What you will do
All of the data that follows should be retyped exactly, please, except the pictures.

Stored items
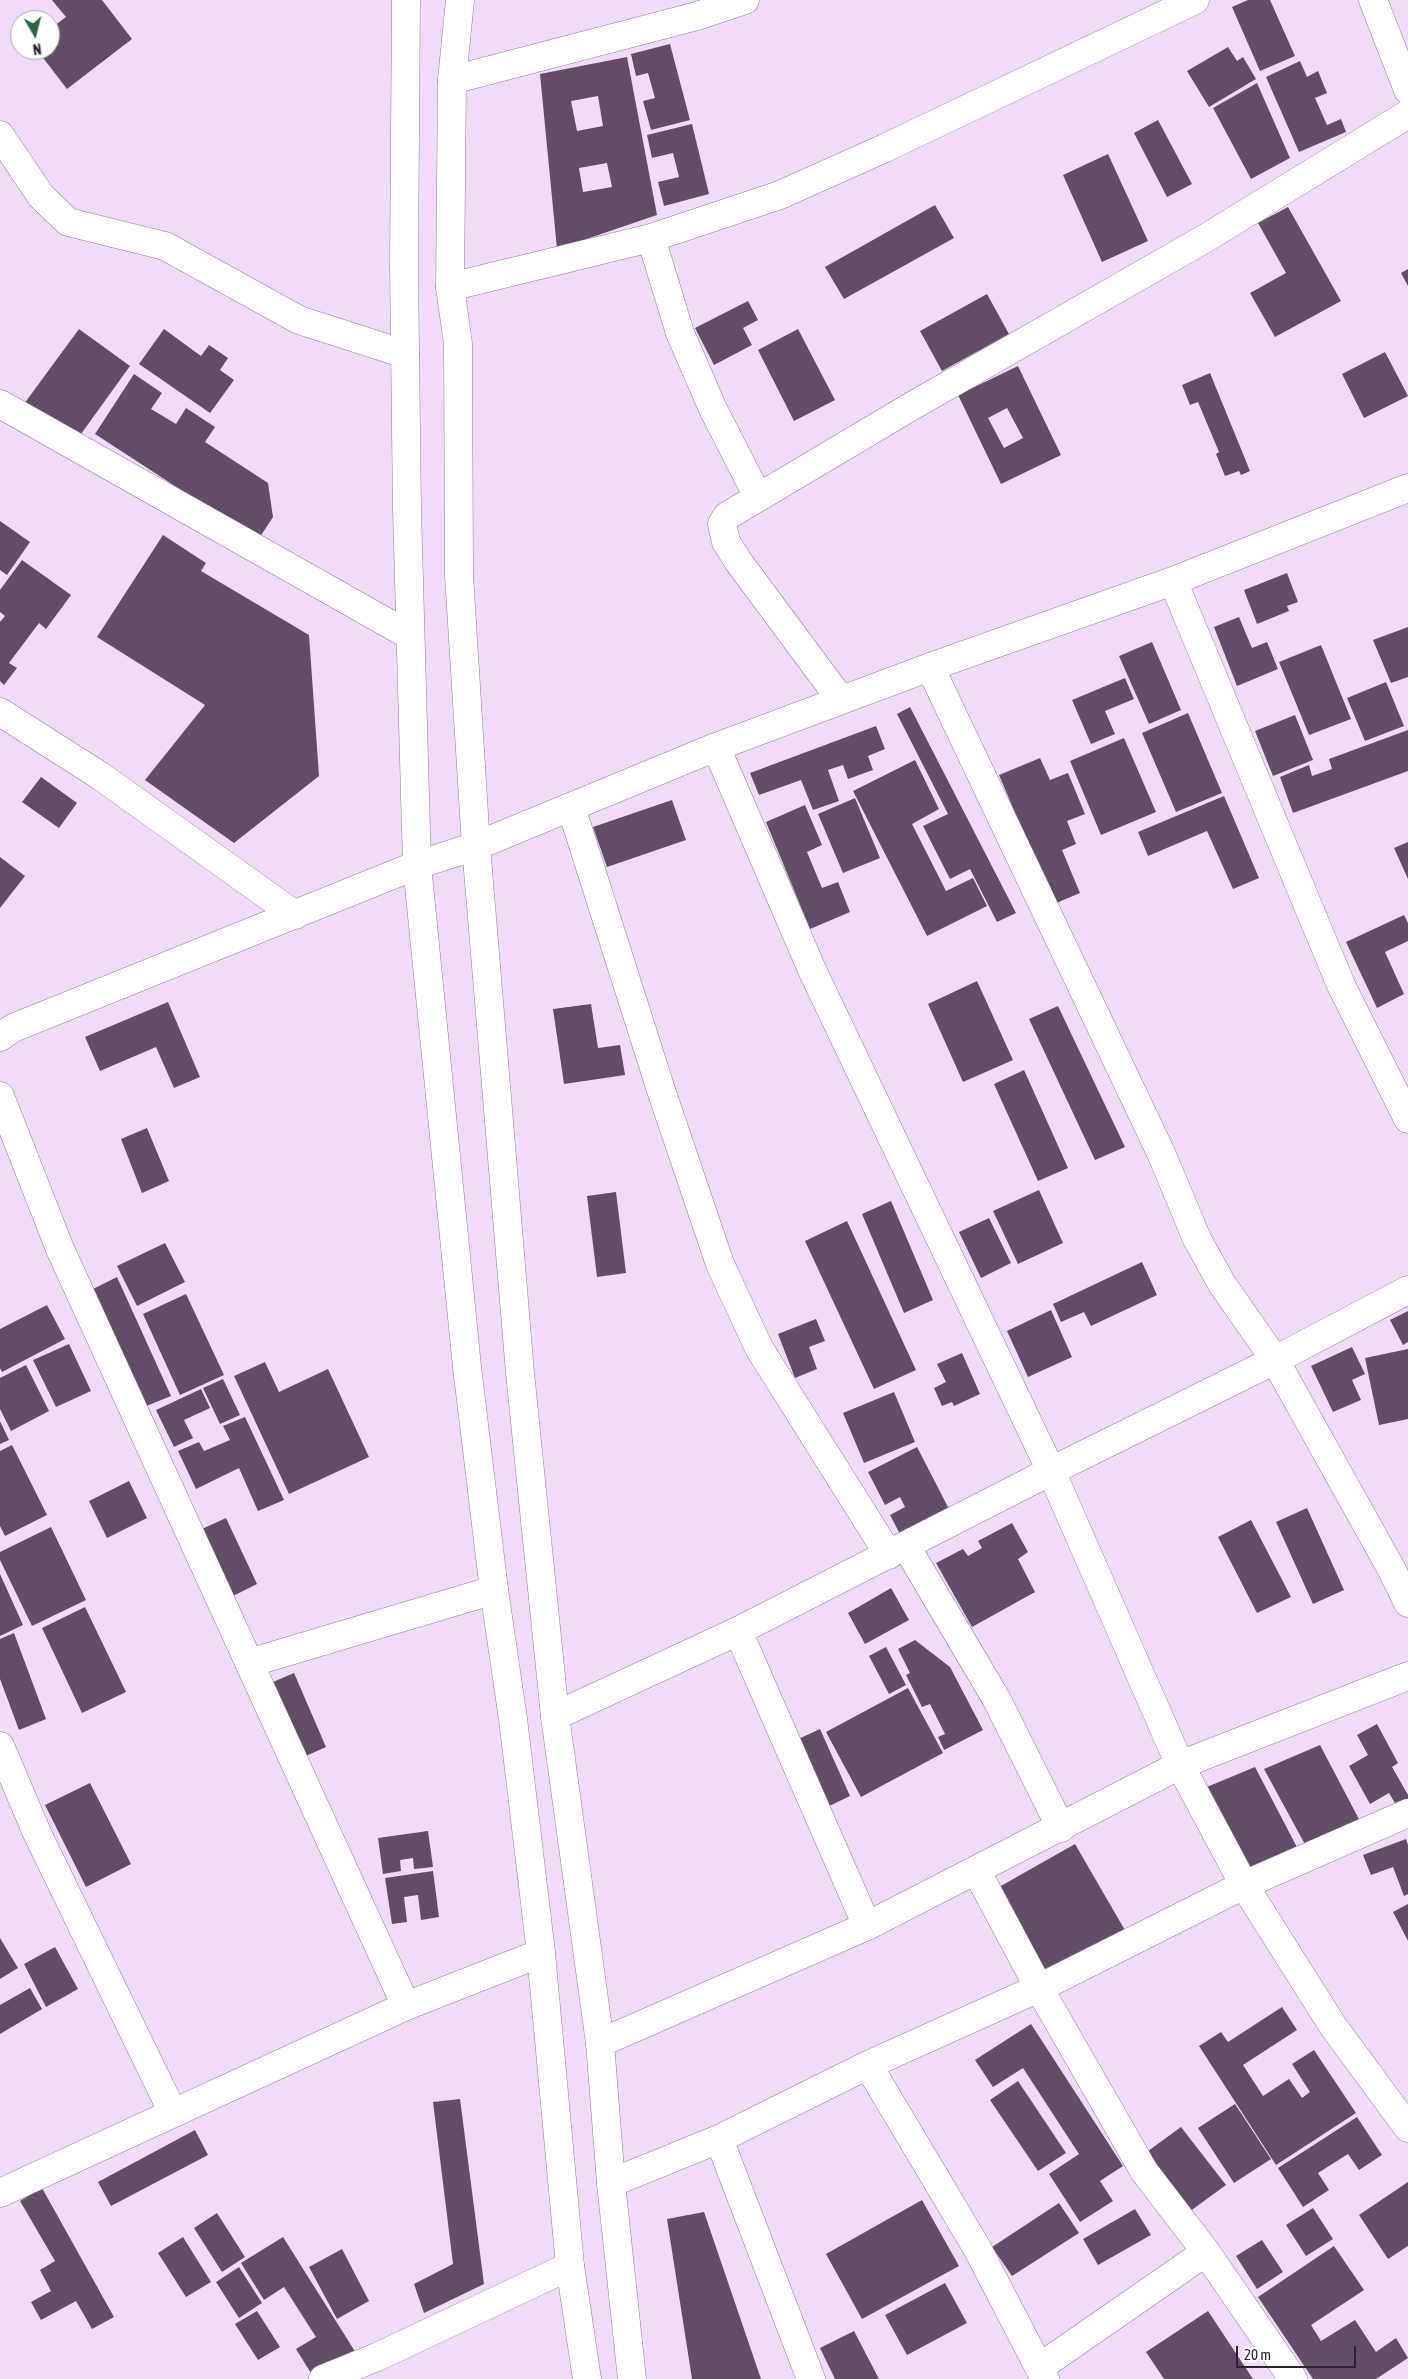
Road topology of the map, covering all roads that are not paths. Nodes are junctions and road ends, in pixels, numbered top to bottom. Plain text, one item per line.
1 (406, 0) edge
2 (460, 0) edge
3 (745, 0) edge
4 (1195, 0) edge
5 (1373, 0) edge
6 (452, 80) junction
7 (1408, 90) edge
8 (1408, 114) edge
9 (0, 135) edge
10 (651, 238) junction
11 (450, 287) junction
12 (405, 354) junction
13 (0, 404) edge
14 (1408, 488) edge
15 (758, 497) junction
16 (1173, 582) junction
17 (409, 635) junction
18 (930, 666) junction
19 (841, 700) junction
20 (0, 712) edge
21 (716, 747) junction
22 (571, 807) junction
23 (476, 846) junction
24 (418, 864) junction
25 (295, 915) junction
26 (4, 1028) edge
27 (0, 1096) edge
28 (1408, 1119) edge
29 (1408, 1290) edge
30 (1275, 1360) junction
31 (1051, 1471) junction
32 (897, 1551) junction
33 (1400, 1567) edge
34 (494, 1590) junction
35 (1408, 1603) edge
36 (738, 1631) junction
37 (250, 1663) junction
38 (1408, 1676) edge
39 (555, 1716) junction
40 (0, 1746) edge
41 (1180, 1765) junction
42 (1408, 1813) edge
43 (1061, 1828) junction
44 (976, 1870) junction
45 (1244, 1884) junction
46 (867, 1926) junction
47 (541, 1952) junction
48 (1039, 1988) junction
49 (406, 2006) junction
50 (600, 2043) junction
51 (868, 2065) junction
52 (173, 2114) junction
53 (1408, 2128) edge
54 (719, 2138) junction
55 (611, 2183) junction
56 (0, 2193) edge
57 (1206, 2252) junction
58 (570, 2266) junction
59 (1043, 2373) edge
60 (323, 2379) edge
61 (587, 2379) edge
62 (632, 2379) edge
63 (811, 2379) edge
64 (1293, 2379) edge

1 - 12 street
2 - 6 street
3 - 6 street
4 - 10 street
5 - 7 street
6 - 11 street
8 - 15 street
9 - 12 street
10 - 11 street
10 - 15 street
11 - 23 street
12 - 17 street
13 - 17 street
14 - 16 street
15 - 19 street
16 - 18 street
16 - 28 street
17 - 24 street
18 - 19 street
18 - 30 street
19 - 21 street
20 - 25 street
21 - 22 street
21 - 31 street
22 - 23 street
22 - 32 street
23 - 24 street
23 - 39 street
24 - 25 street
24 - 34 street
25 - 26 street
27 - 37 street
29 - 30 street
30 - 31 street
30 - 33 street
31 - 32 street
31 - 41 street
32 - 36 street
32 - 43 street
33 - 35 street
34 - 37 street
34 - 47 street
36 - 39 street
36 - 46 street
37 - 49 street
38 - 41 street
39 - 50 street
40 - 52 street
41 - 43 street
41 - 45 street
42 - 45 street
43 - 44 street
44 - 46 street
44 - 48 street
45 - 48 street
45 - 53 street
46 - 50 street
47 - 49 street
47 - 58 street
48 - 51 street
48 - 57 street
49 - 52 street
50 - 55 street
51 - 54 street
51 - 59 street
52 - 56 street
54 - 55 street
54 - 63 street
55 - 62 street
57 - 59 street
57 - 64 street
58 - 60 street
58 - 61 street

Answer for the task
Road topology of the map, covering all roads that are not paths. Nodes are junctions and road ends, in pixels, numbered top to bottom. Plain text, one item per line.
1 (406, 0) edge
2 (460, 0) edge
3 (745, 0) edge
4 (1195, 0) edge
5 (1373, 0) edge
6 (452, 80) junction
7 (1408, 90) edge
8 (1408, 114) edge
9 (0, 135) edge
10 (651, 238) junction
11 (450, 287) junction
12 (405, 354) junction
13 (0, 404) edge
14 (1408, 488) edge
15 (758, 497) junction
16 (1173, 582) junction
17 (409, 635) junction
18 (930, 666) junction
19 (841, 700) junction
20 (0, 712) edge
21 (716, 747) junction
22 (571, 807) junction
23 (476, 846) junction
24 (418, 864) junction
25 (295, 915) junction
26 (4, 1028) edge
27 (0, 1096) edge
28 (1408, 1119) edge
29 (1408, 1290) edge
30 (1275, 1360) junction
31 (1051, 1471) junction
32 (897, 1551) junction
33 (1400, 1567) edge
34 (494, 1590) junction
35 (1408, 1603) edge
36 (738, 1631) junction
37 (250, 1663) junction
38 (1408, 1676) edge
39 (555, 1716) junction
40 (0, 1746) edge
41 (1180, 1765) junction
42 (1408, 1813) edge
43 (1061, 1828) junction
44 (976, 1870) junction
45 (1244, 1884) junction
46 (867, 1926) junction
47 (541, 1952) junction
48 (1039, 1988) junction
49 (406, 2006) junction
50 (600, 2043) junction
51 (868, 2065) junction
52 (173, 2114) junction
53 (1408, 2128) edge
54 (719, 2138) junction
55 (611, 2183) junction
56 (0, 2193) edge
57 (1206, 2252) junction
58 (570, 2266) junction
59 (1043, 2373) edge
60 (323, 2379) edge
61 (587, 2379) edge
62 (632, 2379) edge
63 (811, 2379) edge
64 (1293, 2379) edge

1 - 12 street
2 - 6 street
3 - 6 street
4 - 10 street
5 - 7 street
6 - 11 street
8 - 15 street
9 - 12 street
10 - 11 street
10 - 15 street
11 - 23 street
12 - 17 street
13 - 17 street
14 - 16 street
15 - 19 street
16 - 18 street
16 - 28 street
17 - 24 street
18 - 19 street
18 - 30 street
19 - 21 street
20 - 25 street
21 - 22 street
21 - 31 street
22 - 23 street
22 - 32 street
23 - 24 street
23 - 39 street
24 - 25 street
24 - 34 street
25 - 26 street
27 - 37 street
29 - 30 street
30 - 31 street
30 - 33 street
31 - 32 street
31 - 41 street
32 - 36 street
32 - 43 street
33 - 35 street
34 - 37 street
34 - 47 street
36 - 39 street
36 - 46 street
37 - 49 street
38 - 41 street
39 - 50 street
40 - 52 street
41 - 43 street
41 - 45 street
42 - 45 street
43 - 44 street
44 - 46 street
44 - 48 street
45 - 48 street
45 - 53 street
46 - 50 street
47 - 49 street
47 - 58 street
48 - 51 street
48 - 57 street
49 - 52 street
50 - 55 street
51 - 54 street
51 - 59 street
52 - 56 street
54 - 55 street
54 - 63 street
55 - 62 street
57 - 59 street
57 - 64 street
58 - 60 street
58 - 61 street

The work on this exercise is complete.